Activity —
Could you find every line in the entries below that holds the word "طرابلس" and copy it?

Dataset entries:
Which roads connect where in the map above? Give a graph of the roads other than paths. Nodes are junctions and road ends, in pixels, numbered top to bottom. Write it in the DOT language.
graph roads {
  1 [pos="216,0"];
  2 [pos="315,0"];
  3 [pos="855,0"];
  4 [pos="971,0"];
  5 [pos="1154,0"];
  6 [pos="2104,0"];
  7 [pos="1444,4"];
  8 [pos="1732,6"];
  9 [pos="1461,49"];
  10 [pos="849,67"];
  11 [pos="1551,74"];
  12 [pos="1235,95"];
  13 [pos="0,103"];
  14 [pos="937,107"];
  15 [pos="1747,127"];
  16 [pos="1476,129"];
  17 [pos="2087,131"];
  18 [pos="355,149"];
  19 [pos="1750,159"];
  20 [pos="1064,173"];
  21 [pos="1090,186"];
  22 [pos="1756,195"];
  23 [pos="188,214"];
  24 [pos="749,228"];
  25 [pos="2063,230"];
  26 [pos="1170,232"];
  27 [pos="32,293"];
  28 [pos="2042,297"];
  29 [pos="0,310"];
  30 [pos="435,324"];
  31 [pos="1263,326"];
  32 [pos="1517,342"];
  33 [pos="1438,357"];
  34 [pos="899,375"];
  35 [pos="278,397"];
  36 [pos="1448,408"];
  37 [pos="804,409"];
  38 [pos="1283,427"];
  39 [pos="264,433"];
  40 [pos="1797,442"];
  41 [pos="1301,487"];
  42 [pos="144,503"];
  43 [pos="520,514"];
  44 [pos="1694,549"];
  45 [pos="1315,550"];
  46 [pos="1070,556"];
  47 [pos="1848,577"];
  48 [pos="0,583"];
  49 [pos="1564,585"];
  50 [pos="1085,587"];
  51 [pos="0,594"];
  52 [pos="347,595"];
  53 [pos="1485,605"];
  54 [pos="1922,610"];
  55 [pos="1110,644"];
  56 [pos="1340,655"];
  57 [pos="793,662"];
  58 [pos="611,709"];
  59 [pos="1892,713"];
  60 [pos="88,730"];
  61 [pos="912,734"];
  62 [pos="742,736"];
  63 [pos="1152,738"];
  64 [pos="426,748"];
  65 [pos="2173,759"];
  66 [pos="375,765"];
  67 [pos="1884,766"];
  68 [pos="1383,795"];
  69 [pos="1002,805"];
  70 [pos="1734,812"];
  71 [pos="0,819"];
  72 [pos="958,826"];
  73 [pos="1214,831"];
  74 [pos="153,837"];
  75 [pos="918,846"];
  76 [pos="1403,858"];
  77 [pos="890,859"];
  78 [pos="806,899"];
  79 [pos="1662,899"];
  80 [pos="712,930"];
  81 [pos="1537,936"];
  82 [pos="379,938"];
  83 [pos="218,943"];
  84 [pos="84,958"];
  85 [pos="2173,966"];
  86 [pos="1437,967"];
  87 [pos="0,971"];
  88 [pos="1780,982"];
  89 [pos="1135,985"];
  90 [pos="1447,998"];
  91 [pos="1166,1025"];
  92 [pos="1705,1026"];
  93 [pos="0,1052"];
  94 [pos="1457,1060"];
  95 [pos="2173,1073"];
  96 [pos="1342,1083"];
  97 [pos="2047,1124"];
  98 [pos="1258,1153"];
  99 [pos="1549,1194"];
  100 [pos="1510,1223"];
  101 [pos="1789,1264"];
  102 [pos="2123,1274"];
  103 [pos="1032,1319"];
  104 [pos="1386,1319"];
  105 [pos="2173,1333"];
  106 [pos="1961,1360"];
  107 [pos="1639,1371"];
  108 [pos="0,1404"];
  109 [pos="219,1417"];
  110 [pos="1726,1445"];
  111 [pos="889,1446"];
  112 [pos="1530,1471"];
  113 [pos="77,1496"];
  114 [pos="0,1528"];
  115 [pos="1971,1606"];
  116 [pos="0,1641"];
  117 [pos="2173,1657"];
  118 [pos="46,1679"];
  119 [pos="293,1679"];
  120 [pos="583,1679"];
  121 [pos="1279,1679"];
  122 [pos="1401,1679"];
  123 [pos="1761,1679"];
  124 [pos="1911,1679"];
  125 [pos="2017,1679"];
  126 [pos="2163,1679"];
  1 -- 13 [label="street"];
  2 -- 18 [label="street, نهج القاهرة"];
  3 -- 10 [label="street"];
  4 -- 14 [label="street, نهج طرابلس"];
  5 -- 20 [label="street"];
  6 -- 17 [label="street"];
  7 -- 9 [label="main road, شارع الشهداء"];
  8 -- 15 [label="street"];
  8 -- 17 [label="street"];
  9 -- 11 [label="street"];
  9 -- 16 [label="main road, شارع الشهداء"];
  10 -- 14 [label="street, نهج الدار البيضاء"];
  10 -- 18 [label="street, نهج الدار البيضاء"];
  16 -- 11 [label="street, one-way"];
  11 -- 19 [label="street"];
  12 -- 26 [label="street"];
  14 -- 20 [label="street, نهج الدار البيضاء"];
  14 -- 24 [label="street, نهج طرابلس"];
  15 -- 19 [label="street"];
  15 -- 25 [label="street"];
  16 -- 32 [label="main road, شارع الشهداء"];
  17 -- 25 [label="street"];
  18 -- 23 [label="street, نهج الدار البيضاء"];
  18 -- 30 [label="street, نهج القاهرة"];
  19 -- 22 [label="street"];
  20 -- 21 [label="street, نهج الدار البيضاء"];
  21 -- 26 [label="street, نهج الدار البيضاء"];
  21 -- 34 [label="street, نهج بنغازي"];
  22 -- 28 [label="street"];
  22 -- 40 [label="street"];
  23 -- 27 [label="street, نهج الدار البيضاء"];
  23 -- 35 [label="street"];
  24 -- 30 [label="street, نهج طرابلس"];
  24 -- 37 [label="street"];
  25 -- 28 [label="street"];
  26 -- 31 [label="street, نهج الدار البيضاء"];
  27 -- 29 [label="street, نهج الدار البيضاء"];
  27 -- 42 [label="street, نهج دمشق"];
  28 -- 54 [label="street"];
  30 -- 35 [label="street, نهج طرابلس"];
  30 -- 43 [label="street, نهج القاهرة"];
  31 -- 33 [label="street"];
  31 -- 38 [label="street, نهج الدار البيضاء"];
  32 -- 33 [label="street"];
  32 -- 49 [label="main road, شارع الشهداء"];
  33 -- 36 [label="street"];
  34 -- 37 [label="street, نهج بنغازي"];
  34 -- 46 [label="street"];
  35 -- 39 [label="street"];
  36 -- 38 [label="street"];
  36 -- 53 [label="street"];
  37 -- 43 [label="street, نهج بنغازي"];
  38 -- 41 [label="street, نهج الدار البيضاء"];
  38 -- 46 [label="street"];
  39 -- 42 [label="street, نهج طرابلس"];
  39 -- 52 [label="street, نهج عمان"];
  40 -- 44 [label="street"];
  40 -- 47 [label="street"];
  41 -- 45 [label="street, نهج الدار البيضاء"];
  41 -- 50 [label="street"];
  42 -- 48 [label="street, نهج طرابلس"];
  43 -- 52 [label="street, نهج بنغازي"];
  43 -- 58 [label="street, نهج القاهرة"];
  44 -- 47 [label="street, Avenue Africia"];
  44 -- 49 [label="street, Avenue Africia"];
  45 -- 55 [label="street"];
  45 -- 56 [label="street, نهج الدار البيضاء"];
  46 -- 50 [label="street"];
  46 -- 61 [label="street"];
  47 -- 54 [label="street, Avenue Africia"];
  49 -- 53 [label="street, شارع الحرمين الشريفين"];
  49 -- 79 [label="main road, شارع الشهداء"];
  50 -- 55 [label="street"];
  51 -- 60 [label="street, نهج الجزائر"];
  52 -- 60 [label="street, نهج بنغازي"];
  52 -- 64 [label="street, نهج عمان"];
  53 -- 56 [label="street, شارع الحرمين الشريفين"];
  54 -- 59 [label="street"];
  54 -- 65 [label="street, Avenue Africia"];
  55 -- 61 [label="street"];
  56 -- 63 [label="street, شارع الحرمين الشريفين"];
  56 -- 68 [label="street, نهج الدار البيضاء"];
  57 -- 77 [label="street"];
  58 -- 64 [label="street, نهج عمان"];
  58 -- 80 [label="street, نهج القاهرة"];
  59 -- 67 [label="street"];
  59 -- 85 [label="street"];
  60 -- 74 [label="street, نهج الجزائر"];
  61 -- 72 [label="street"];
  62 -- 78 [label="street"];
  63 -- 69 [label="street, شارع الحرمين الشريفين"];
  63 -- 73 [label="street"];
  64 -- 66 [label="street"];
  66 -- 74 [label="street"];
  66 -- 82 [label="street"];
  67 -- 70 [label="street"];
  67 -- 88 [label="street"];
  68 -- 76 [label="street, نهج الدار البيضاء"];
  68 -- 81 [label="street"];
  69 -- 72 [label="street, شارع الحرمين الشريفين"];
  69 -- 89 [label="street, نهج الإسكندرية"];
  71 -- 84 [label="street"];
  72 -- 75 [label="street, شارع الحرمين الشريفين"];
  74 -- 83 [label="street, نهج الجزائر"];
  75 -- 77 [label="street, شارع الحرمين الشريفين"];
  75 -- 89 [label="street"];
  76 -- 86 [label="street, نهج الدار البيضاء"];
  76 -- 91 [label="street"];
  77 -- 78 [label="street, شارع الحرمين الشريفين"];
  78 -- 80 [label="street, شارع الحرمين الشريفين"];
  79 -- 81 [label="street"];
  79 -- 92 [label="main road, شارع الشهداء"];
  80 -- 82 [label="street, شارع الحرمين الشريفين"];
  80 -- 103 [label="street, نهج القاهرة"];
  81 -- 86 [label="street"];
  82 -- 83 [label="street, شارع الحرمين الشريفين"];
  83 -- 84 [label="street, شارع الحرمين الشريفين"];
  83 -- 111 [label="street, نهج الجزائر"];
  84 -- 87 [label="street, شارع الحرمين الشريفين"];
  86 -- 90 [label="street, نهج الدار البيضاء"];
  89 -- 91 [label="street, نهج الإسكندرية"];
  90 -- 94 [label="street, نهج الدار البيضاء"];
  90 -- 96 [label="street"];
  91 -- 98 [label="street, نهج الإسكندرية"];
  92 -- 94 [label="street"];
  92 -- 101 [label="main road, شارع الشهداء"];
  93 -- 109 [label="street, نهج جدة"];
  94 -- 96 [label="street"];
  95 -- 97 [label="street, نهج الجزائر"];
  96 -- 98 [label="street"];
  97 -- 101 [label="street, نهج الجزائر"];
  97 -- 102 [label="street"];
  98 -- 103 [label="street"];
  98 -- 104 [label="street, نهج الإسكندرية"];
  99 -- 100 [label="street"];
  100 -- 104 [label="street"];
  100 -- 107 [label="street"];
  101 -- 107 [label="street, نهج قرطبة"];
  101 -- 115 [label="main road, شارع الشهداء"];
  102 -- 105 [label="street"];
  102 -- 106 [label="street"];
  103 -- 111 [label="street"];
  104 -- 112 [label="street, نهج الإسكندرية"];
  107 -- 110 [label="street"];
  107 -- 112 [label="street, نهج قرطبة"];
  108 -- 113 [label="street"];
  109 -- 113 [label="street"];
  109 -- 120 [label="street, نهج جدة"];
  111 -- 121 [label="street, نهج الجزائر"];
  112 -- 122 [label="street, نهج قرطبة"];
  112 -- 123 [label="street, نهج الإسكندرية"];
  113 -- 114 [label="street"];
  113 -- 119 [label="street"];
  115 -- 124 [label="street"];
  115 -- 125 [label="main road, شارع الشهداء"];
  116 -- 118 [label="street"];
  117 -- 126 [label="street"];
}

Task response —
  4 -- 14 [label="street, نهج طرابلس"];
  14 -- 24 [label="street, نهج طرابلس"];
  24 -- 30 [label="street, نهج طرابلس"];
  30 -- 35 [label="street, نهج طرابلس"];
  39 -- 42 [label="street, نهج طرابلس"];
  42 -- 48 [label="street, نهج طرابلس"];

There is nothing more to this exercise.